Dès son plus jeune âge, ses parents, musiciens et professeurs de musique, le baignent dans leur monde. Son père lui apprend le piano avant qu’il n’entre au Conservatoire de Strasbourg où il étudie la batterie et les percussions classiques.

En 1973, par hasard, il intègre Gong qui vient de finaliser l’album « Flying Teapot ». A l’époque, si la formation flirte toujours avec le monde doux-dingue de l’Australien Daevid Allen, elle évolue déjà progressivement vers quelque chose de plus structuré et organisé.

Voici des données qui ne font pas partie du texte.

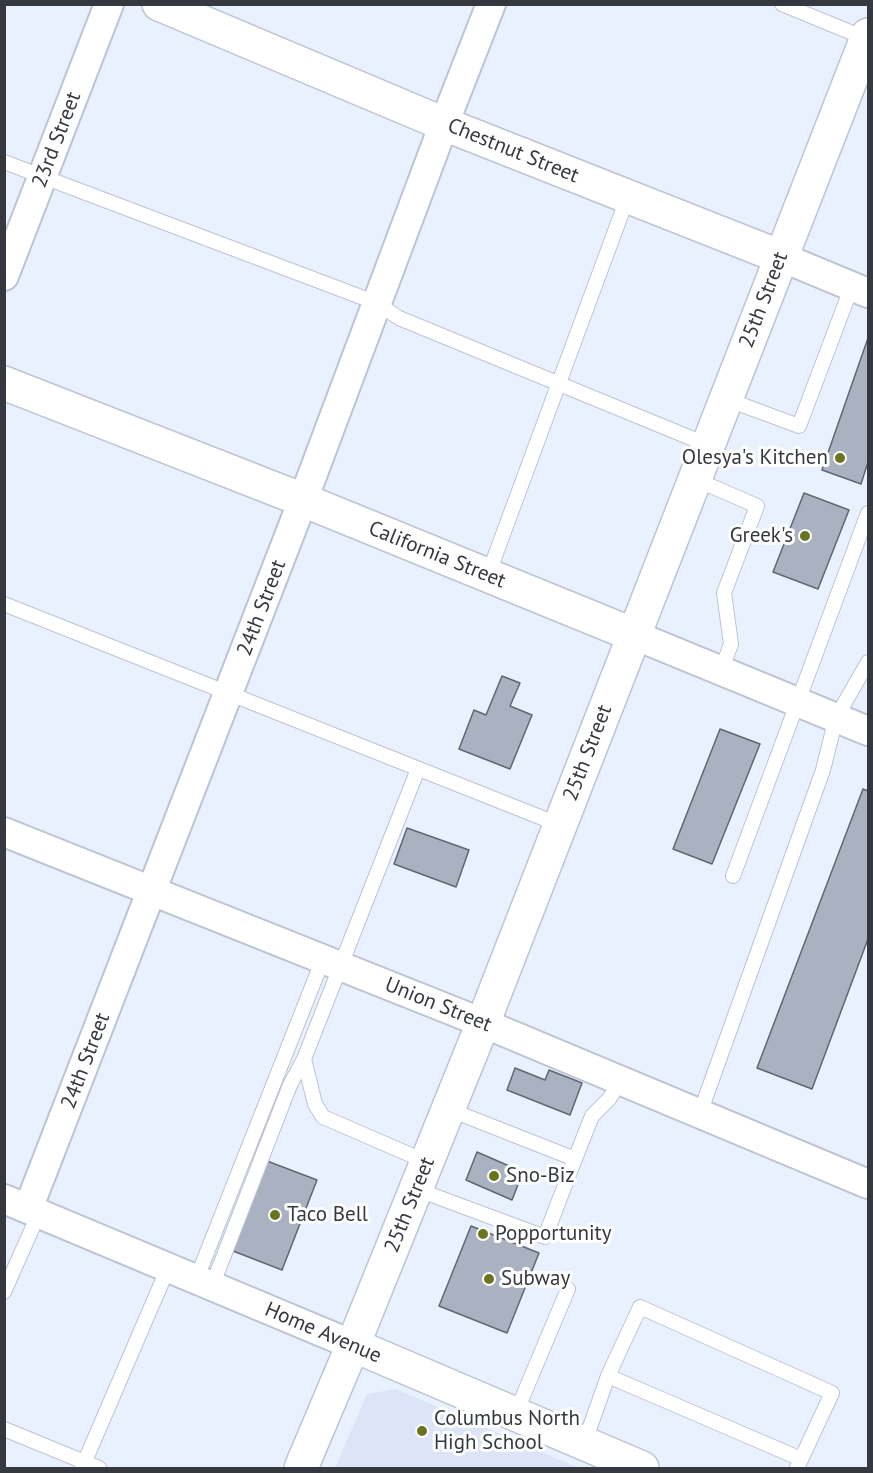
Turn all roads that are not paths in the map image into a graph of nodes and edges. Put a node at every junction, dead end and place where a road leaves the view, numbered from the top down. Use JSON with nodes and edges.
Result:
{"nodes":[{"id":1,"x":109,"y":4,"type":"edge"},
{"id":2,"x":159,"y":4,"type":"edge"},
{"id":3,"x":490,"y":4,"type":"edge"},
{"id":4,"x":782,"y":4,"type":"edge"},
{"id":5,"x":868,"y":37,"type":"edge"},
{"id":6,"x":444,"y":124,"type":"junction"},
{"id":7,"x":4,"y":162,"type":"edge"},
{"id":8,"x":43,"y":177,"type":"junction"},
{"id":9,"x":628,"y":196,"type":"junction"},
{"id":10,"x":781,"y":257,"type":"junction"},
{"id":11,"x":4,"y":276,"type":"edge"},
{"id":12,"x":860,"y":289,"type":"edge"},
{"id":13,"x":377,"y":303,"type":"junction"},
{"id":14,"x":4,"y":383,"type":"edge"},
{"id":15,"x":558,"y":383,"type":"junction"},
{"id":16,"x":726,"y":399,"type":"junction"},
{"id":17,"x":708,"y":445,"type":"junction"},
{"id":18,"x":694,"y":479,"type":"junction"},
{"id":19,"x":303,"y":500,"type":"junction"},
{"id":20,"x":868,"y":513,"type":"edge"},
{"id":21,"x":488,"y":575,"type":"junction"},
{"id":22,"x":4,"y":604,"type":"edge"},
{"id":23,"x":634,"y":635,"type":"junction"},
{"id":24,"x":868,"y":662,"type":"edge"},
{"id":25,"x":721,"y":671,"type":"junction"},
{"id":26,"x":229,"y":694,"type":"junction"},
{"id":27,"x":797,"y":702,"type":"junction"},
{"id":28,"x":836,"y":717,"type":"junction"},
{"id":29,"x":868,"y":731,"type":"edge"},
{"id":30,"x":418,"y":769,"type":"junction"},
{"id":31,"x":560,"y":825,"type":"junction"},
{"id":32,"x":4,"y":832,"type":"edge"},
{"id":33,"x":733,"y":876,"type":"dead end"},
{"id":34,"x":153,"y":891,"type":"junction"},
{"id":35,"x":332,"y":962,"type":"junction"},
{"id":36,"x":483,"y":1023,"type":"junction"},
{"id":37,"x":304,"y":1059,"type":"junction"},
{"id":38,"x":621,"y":1080,"type":"junction"},
{"id":39,"x":448,"y":1109,"type":"junction"},
{"id":40,"x":700,"y":1113,"type":"junction"},
{"id":41,"x":575,"y":1159,"type":"junction"},
{"id":42,"x":421,"y":1176,"type":"junction"},
{"id":43,"x":868,"y":1184,"type":"edge"},
{"id":44,"x":24,"y":1207,"type":"edge"},
{"id":45,"x":168,"y":1268,"type":"junction"},
{"id":46,"x":204,"y":1283,"type":"junction"},
{"id":47,"x":568,"y":1288,"type":"dead end"},
{"id":48,"x":4,"y":1292,"type":"edge"},
{"id":49,"x":353,"y":1345,"type":"junction"},
{"id":50,"x":608,"y":1376,"type":"junction"},
{"id":51,"x":516,"y":1414,"type":"junction"},
{"id":52,"x":4,"y":1429,"type":"edge"},
{"id":53,"x":584,"y":1444,"type":"junction"},
{"id":54,"x":799,"y":1464,"type":"edge"},
{"id":55,"x":83,"y":1465,"type":"edge"},
{"id":56,"x":99,"y":1468,"type":"edge"},
{"id":57,"x":301,"y":1468,"type":"edge"},
{"id":58,"x":642,"y":1468,"type":"edge"}],
"edges":[{"from":1,"to":8,"type":"street","name":"23rd Street"},
{"from":2,"to":6,"type":"street","name":"Chestnut Street"},
{"from":3,"to":6,"type":"street","name":"24th Street"},
{"from":4,"to":5,"type":"lane"},
{"from":5,"to":10,"type":"street","name":"25th Street"},
{"from":6,"to":9,"type":"street","name":"Chestnut Street"},
{"from":6,"to":13,"type":"street","name":"24th Street"},
{"from":7,"to":8,"type":"lane"},
{"from":8,"to":11,"type":"street","name":"23rd Street"},
{"from":8,"to":13,"type":"lane"},
{"from":9,"to":10,"type":"street","name":"Chestnut Street"},
{"from":9,"to":15,"type":"lane"},
{"from":10,"to":12,"type":"street","name":"Chestnut Street"},
{"from":10,"to":16,"type":"street","name":"25th Street"},
{"from":12,"to":16,"type":"lane"},
{"from":13,"to":15,"type":"lane"},
{"from":13,"to":19,"type":"street","name":"24th Street"},
{"from":14,"to":19,"type":"street","name":"California Street"},
{"from":15,"to":17,"type":"lane"},
{"from":15,"to":21,"type":"lane"},
{"from":16,"to":17,"type":"street","name":"25th Street"},
{"from":17,"to":18,"type":"street","name":"25th Street"},
{"from":18,"to":23,"type":"street","name":"25th Street"},
{"from":18,"to":25,"type":"lane"},
{"from":19,"to":21,"type":"street","name":"California Street"},
{"from":19,"to":26,"type":"street","name":"24th Street"},
{"from":20,"to":27,"type":"lane"},
{"from":21,"to":23,"type":"street","name":"California Street"},
{"from":22,"to":26,"type":"lane"},
{"from":23,"to":25,"type":"street","name":"California Street"},
{"from":23,"to":31,"type":"street","name":"25th Street"},
{"from":24,"to":28,"type":"lane"},
{"from":25,"to":27,"type":"street","name":"California Street"},
{"from":26,"to":30,"type":"lane"},
{"from":26,"to":34,"type":"street","name":"24th Street"},
{"from":27,"to":28,"type":"street","name":"California Street"},
{"from":27,"to":33,"type":"lane"},
{"from":28,"to":29,"type":"street","name":"California Street"},
{"from":28,"to":40,"type":"lane"},
{"from":30,"to":31,"type":"lane"},
{"from":30,"to":35,"type":"lane"},
{"from":31,"to":36,"type":"street","name":"25th Street"},
{"from":32,"to":34,"type":"street","name":"Union Street"},
{"from":34,"to":35,"type":"street","name":"Union Street"},
{"from":34,"to":44,"type":"street","name":"24th Street"},
{"from":35,"to":36,"type":"street","name":"Union Street"},
{"from":35,"to":37,"type":"lane"},
{"from":35,"to":46,"type":"lane"},
{"from":36,"to":38,"type":"street","name":"Union Street"},
{"from":36,"to":39,"type":"street","name":"25th Street"},
{"from":37,"to":42,"type":"lane"},
{"from":37,"to":46,"type":"lane"},
{"from":38,"to":40,"type":"street","name":"Union Street"},
{"from":38,"to":41,"type":"lane"},
{"from":39,"to":41,"type":"lane"},
{"from":39,"to":42,"type":"street","name":"25th Street"},
{"from":40,"to":43,"type":"street","name":"Union Street"},
{"from":41,"to":42,"type":"lane"},
{"from":42,"to":49,"type":"street","name":"25th Street"},
{"from":44,"to":45,"type":"street","name":"Home Avenue"},
{"from":44,"to":48,"type":"lane"},
{"from":45,"to":46,"type":"street","name":"Home Avenue"},
{"from":45,"to":55,"type":"lane"},
{"from":46,"to":49,"type":"street","name":"Home Avenue"},
{"from":47,"to":51,"type":"lane"},
{"from":49,"to":51,"type":"street","name":"Home Avenue"},
{"from":49,"to":57,"type":"street","name":"25th Street"},
{"from":50,"to":53,"type":"lane"},
{"from":50,"to":54,"type":"lane"},
{"from":50,"to":54,"type":"lane"},
{"from":51,"to":53,"type":"street","name":"Home Avenue"},
{"from":52,"to":55,"type":"lane"},
{"from":53,"to":58,"type":"street","name":"Home Avenue"},
{"from":55,"to":56,"type":"lane"}]}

La pression des nouveaux venus y accentue encore le mouvement. En 1974, l’album « You » constitue l’incontestable sommet de la version « Space Rock » de Gong qui comprend principalement Daevid Allen et Gilli Smyth, Steve Hillage, Pierre Moerlen, Mike Howlett, Didier Malherbe et Tim Blake. Pourtant, cette formation splitte rapidement. En 1975, la plupart de ses membres, dont Pierre Moerlen, participent au premier album solo de Steve Hillage, l’excellent « Fish Rising », qui poursuit en fait la voie musicale de « You ».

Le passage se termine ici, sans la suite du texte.